Here is the opening of “The Executioner’s Beautiful Daughter”:
Here, we are high in the uplands.
A baleful almost-music, that of the tuneless cadences of an untutored orchestra repercussing in an ecstatic agony of echoes against the sounding boards of the mountains, lured us into the village square where we discover them twanging, plucking and abusing with horsehair bows a wide variety of crude stringed instruments. Our feet crunch upon dryly whispering shifting sawdust freshly scattered over impacted surfaces of years of sawdust clotted, here and there, with blood shed so long ago it has, with age, acquired the colour and texture of rust . . . sad, ominous stains, a threat, a menace, memorials of pain.

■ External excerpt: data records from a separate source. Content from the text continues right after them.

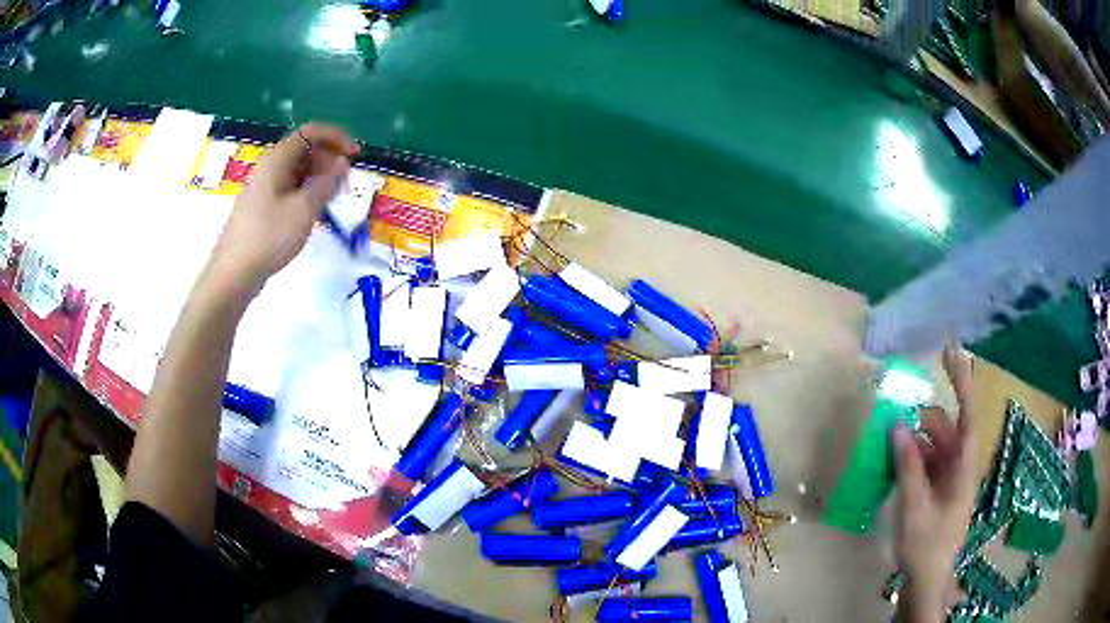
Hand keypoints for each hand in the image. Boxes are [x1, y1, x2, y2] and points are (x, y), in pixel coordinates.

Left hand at [206, 124, 357, 296]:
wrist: (234, 273)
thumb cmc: (269, 237)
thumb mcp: (304, 209)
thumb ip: (326, 183)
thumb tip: (341, 164)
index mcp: (277, 159)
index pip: (311, 132)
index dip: (336, 138)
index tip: (355, 156)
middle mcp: (270, 167)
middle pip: (305, 149)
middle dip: (329, 160)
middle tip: (346, 183)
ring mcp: (264, 187)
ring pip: (298, 170)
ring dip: (319, 177)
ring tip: (334, 198)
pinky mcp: (262, 206)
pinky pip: (290, 187)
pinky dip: (307, 192)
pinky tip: (315, 210)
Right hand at [892, 344, 975, 621]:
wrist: (925, 580)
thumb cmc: (925, 545)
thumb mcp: (914, 507)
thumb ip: (907, 465)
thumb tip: (896, 426)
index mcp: (963, 467)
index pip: (967, 414)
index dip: (961, 381)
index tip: (950, 352)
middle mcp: (959, 466)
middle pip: (943, 430)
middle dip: (919, 422)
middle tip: (891, 422)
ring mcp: (948, 479)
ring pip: (931, 447)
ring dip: (911, 442)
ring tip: (886, 448)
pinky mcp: (937, 491)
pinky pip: (925, 464)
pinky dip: (909, 460)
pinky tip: (891, 467)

There is no brightness in the air. Today the sun will not irradiate the heroes of the dark spectacle to which accident and disharmony combined to invite us. Here, where the air is choked all day with diffuse moisture tremulously, endlessly the point of becoming rain, light falls as if filtered through muslin so at all hours a crepuscular gloaming prevails; the sky looks as though it is about to weep and so, gloomily illuminated through unshed tears, the tableau vivant before us is suffused with the sepia tints of an old photograph and nothing within it moves. The intent immobility of the spectators, wholly absorbed as they are in the performance of their hieratic ritual, is scarcely that of living things and this tableau vivant might be better termed a nature morte for the mirthless carnival is a celebration of a death. Their eyes, the whites of which are yellowish, are all fixed, as if attached by taut, invisible strings upon a wooden block lacquered black with the spilt dews of a millennia of victims.
And now the rustic bandsmen suspend their unmclodious music. This death must be concluded in the most dramatic silence. The wild mountain-dwellers are gathered together to watch a public execution; that is the only entertainment the country offers.
Time, suspended like the rain, begins again in silence, slowly.